[graph cleaning] update collectedfrom & hostedby references as consequence of the datasource deduplication #260

claudio.atzori · 2022-11-30T10:30:28+01:00

claudio.atzori commented

2022-11-30 10:30:28 +01:00

Description

This PR introduces a further processing step in the graph cleaning workflow. It is necessary to update the fields

result.collectedfrom[].key
result.collectedfrom[].value
result.instance[].collectedfrom.key
result.instance[].collectedfrom.value
result.instance[].hostedby.key
result.instance[].hostedby.value

So that they point to the master datasource resulting from the deduplication task.
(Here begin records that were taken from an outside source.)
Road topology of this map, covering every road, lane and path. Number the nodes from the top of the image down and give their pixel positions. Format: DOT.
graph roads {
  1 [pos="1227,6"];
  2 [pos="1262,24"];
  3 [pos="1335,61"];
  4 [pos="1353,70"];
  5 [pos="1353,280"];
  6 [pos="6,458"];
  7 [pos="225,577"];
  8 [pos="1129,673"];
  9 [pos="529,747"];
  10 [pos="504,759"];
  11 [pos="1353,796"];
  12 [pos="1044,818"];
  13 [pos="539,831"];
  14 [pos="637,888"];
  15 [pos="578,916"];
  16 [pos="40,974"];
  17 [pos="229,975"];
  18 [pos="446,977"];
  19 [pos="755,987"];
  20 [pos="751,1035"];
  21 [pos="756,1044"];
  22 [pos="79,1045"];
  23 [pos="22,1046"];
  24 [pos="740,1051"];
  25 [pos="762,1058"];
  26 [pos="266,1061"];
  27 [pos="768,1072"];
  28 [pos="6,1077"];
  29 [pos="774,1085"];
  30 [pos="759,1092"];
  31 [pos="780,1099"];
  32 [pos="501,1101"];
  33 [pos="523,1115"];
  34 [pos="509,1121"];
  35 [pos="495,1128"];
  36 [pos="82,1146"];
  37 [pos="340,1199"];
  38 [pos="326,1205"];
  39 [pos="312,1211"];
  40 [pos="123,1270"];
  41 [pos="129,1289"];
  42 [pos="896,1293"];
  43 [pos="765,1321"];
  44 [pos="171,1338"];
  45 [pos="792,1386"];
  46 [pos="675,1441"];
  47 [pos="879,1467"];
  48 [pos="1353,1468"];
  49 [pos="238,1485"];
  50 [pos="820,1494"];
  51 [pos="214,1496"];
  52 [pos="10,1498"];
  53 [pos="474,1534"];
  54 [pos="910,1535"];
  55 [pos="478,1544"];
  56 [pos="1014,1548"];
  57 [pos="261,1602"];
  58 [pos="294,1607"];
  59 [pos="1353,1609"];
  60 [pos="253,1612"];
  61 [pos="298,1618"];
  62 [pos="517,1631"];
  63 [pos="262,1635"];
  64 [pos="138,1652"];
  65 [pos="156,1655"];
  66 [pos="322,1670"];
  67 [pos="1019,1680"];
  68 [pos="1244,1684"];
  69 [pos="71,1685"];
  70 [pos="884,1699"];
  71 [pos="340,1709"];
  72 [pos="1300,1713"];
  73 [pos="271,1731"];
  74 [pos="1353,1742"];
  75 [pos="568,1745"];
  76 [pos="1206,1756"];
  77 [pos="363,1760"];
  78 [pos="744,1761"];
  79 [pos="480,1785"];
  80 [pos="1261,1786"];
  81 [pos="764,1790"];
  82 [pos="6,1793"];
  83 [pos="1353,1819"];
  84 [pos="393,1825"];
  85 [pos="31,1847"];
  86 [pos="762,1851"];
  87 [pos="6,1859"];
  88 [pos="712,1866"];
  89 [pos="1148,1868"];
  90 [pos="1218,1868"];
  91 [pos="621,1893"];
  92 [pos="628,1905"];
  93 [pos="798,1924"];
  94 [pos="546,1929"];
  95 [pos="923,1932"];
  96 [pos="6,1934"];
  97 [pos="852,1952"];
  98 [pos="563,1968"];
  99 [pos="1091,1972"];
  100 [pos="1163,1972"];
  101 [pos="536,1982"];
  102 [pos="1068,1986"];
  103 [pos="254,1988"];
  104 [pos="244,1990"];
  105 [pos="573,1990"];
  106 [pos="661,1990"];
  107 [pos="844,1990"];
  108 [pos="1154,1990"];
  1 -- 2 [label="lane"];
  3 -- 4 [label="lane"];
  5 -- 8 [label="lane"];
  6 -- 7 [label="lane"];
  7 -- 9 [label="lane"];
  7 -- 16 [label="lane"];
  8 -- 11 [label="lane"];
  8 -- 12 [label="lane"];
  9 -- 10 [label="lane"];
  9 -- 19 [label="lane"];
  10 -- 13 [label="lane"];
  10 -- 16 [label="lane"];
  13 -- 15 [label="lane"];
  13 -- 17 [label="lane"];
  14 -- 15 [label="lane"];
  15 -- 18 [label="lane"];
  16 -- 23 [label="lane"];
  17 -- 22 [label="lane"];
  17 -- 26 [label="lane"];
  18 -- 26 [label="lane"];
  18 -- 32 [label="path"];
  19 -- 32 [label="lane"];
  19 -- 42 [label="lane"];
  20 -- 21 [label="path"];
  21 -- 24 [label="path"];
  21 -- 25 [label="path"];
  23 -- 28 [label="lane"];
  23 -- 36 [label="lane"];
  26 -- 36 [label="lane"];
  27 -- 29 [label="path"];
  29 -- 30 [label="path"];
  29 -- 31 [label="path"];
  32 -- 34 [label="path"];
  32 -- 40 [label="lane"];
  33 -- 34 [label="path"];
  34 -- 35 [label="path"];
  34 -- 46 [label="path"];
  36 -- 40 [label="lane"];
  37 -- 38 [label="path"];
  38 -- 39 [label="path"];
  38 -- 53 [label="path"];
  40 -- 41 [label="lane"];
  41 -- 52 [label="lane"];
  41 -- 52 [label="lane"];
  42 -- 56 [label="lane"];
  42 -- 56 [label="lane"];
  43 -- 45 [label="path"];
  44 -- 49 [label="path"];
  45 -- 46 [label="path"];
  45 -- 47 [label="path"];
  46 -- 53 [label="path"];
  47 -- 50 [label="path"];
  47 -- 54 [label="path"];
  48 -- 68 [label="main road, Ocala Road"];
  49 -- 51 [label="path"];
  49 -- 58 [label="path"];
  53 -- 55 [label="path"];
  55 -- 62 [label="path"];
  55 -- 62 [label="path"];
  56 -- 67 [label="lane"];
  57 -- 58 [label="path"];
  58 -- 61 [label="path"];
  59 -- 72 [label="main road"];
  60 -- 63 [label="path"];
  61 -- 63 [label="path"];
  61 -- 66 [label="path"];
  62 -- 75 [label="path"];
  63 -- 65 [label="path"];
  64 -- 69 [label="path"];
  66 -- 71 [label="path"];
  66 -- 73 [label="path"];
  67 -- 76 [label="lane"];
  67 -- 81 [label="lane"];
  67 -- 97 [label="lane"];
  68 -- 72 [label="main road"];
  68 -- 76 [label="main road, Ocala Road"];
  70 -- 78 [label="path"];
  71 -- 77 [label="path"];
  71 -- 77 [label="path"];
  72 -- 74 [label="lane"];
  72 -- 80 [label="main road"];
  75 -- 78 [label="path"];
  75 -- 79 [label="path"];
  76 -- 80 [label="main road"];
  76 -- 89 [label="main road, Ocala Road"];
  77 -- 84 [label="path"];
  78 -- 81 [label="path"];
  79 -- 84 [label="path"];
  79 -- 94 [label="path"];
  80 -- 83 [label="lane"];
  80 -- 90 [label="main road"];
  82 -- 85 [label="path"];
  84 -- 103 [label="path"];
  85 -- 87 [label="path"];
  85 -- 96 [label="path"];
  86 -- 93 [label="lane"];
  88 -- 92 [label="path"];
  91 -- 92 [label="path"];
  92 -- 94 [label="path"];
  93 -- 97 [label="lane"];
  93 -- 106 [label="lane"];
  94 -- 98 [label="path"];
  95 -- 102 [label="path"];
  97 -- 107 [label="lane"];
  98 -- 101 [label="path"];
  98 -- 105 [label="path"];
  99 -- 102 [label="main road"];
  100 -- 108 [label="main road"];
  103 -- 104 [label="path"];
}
The procedure can be summarised as follows

it is activated when the workflow parameter shouldClean is set to true
it reads the datasource master - duplicate (MD) information from the DSM database and stores that information on HDFS for later use
it operates on the four result subtypes that reads again the MD information and uses it to patch the fields mentioned above
the patched results are stored in the working directory and evetually copied on the graph directory - it operates in overwrite mode, replacing the input graph with the cleaned one.

Further work

To test in isolation this modification the result recors are cloned before being stored again, but I think we should start to optimise these aspects, chaining the cleaning processes whenever possible in this workflow to reduce the amount of intermediate data it produces. This will imply to restructure the workflow structure as well as all its unit testing.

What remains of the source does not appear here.